I regularly write articles for the Noel Coward Estate’s magazine, ‘Home Chat’ and sit on the committees for the Noel Coward Society and the New Researcher’s Network (sub-commitee of the Society of Theatre Research) where I am Co-Chair.
-
Mr Gary Naylor

Gary Naylor has written on theatre, opera and dance for BroadwayWorld since 2008 and for The Arts Desk since 2020. He has a regular cricket column at theguardian.com during the season and also writes occasional features. He has recently taken on a role promoting outreach for the Critics’ Circle Drama Section. From 1990 – 2010, he worked at London College of Communication, University of the Arts London, the last four years of which he served as Associate Dean, Faculty of Media. He is proud to have seen a very early performance of Blood Brothers in Liverpool in 1983 – he is less proud to have written it off as too sentimental to succeed.

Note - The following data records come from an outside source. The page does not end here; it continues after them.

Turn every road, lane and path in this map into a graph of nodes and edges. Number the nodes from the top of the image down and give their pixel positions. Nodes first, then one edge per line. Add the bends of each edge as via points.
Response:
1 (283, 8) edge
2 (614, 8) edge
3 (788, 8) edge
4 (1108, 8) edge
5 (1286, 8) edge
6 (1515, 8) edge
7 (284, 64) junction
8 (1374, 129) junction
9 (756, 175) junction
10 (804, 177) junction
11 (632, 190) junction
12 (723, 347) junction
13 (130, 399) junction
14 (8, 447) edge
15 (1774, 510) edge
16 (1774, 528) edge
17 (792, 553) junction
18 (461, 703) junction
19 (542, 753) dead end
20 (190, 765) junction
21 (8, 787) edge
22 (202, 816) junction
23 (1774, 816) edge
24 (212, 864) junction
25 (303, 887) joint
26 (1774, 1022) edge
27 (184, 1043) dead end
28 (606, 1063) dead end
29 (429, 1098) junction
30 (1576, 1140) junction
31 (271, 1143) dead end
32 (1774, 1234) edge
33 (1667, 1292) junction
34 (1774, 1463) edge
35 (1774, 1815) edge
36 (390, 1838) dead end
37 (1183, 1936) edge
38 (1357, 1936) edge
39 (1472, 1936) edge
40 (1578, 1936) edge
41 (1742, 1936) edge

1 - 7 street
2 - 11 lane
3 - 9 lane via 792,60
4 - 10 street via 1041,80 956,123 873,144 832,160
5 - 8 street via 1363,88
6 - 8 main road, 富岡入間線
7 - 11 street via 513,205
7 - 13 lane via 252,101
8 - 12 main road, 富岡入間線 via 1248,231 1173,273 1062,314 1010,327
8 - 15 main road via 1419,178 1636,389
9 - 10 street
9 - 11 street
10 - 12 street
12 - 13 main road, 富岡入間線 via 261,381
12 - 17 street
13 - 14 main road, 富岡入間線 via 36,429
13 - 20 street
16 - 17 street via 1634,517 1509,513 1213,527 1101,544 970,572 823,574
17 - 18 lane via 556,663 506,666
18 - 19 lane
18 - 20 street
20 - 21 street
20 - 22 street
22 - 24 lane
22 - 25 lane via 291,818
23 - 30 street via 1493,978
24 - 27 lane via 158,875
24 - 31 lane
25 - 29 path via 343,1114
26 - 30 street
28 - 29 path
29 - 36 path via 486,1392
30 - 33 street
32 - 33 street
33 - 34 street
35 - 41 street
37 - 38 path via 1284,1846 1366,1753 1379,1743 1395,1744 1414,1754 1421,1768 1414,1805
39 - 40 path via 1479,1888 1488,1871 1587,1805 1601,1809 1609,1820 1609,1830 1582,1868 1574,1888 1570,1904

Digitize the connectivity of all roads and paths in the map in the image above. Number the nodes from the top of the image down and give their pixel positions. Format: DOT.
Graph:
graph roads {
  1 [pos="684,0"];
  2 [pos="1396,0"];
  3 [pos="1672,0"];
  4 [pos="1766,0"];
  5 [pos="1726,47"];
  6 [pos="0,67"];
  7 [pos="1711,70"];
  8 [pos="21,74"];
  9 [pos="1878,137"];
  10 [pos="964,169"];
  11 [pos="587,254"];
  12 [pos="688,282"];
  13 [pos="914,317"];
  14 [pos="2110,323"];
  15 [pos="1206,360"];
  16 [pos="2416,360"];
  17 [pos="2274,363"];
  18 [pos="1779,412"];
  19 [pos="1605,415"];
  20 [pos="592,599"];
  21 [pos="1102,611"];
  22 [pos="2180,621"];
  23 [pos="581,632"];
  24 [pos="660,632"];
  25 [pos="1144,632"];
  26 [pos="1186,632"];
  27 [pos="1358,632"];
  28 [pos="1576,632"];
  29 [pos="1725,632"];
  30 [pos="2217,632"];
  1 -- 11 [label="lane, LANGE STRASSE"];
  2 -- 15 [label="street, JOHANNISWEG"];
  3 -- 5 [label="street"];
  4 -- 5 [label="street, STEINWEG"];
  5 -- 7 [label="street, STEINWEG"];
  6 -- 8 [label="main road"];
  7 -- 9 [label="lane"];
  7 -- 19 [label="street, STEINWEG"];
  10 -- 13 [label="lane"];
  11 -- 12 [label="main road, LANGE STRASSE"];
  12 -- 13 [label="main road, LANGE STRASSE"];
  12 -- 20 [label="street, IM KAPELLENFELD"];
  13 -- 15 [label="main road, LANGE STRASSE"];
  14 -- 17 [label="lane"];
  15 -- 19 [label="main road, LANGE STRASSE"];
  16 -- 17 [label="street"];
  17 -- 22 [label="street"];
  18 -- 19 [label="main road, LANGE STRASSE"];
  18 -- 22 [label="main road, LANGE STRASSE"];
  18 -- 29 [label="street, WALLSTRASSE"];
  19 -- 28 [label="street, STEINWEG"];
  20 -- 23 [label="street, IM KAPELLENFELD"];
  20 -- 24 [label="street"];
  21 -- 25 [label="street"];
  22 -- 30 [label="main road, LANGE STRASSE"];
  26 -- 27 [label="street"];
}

Gary was a Theatre Book Prize judge in 2025.
-
Professor Kate Newey
Kate Newey is Professor of Theatre History at the University of Exeter, and Chair of SCUDD, 2018-21. She has been a member of the Society for Theatre Research since the mid-1980s, when she started her PhD on English melodrama. Kate was a judge for the STR Theatre Book Award in 2008, and now chairs the Research Grants sub-committee for the STR. Kate is a nineteenth-century historian who has published widely on melodrama, tragedy, popular culture, the theatre of the nineteenth century, and women’s writing.Her books include John Ruskin and the Victorian Theatre (Palgrave, 2010) and Women’s Theatre Writing in Victorian Britain (Palgrave, 2005), as well as the edited collections Politics, Performance and Popular Culture, and Ruskin, the Theatre and Victorian Visual Culture (with Jeffrey Richards). She has held many research grants and fellowships, including the AHRC-funded projects, ‘Women’s Playwriting in the Nineteenth Century,’ ‘A Cultural History of English Pantomime, 1837-1901’ with Jeffrey Richards and Peter Yeandle. Kate is currently is Co-Investigator on ‘Theatre and Visual Culture in the Long Nineteenth-Century,’ with Jim Davis, Kate Holmes, and Pat Smyth. In her spare time she likes walking the Cumbrian high fells, lifting weights at the gym, and taking ballet class.
-
Dr Michael Read
Michael Read BA (Manc), PhD (Lond), FRSA, FHEA has been an STR member since 1974. He also belongs to the Irving Society. He trained at the Bristol Old Vic, acted with the RSC and in rep, taught theatre history for a generation at the Royal Welsh College of Music and Drama and his writings on actors and acting contribute to several publications including the Oxford Dictionary of National Biography. -
Ms Sue Solomon
Sue Solomon is an independent scholar with interests in late eighteenth and early nineteenth century theatre. Believing that a number of plays of this period can be brought to life for modern audiences, she has directed many of them. Her productions include Mrs Inchbald’s “A Mogul Tale” and “Lovers’ Vows”. For the STR in 2017 she directed Richard Brinsley Peake’s “The Bridge Which Carries Us Safe Over” in celebration of the 200th anniversary of the opening of the original Waterloo Bridge. As part of the STR’s 2018-2019 lecture series, on 7th March 2019 she is directing a rehearsed reading of the first stage adaptation of “Frankenstein”, again by R.B. Peake. Her other interests include plays about ballooning and lawyers.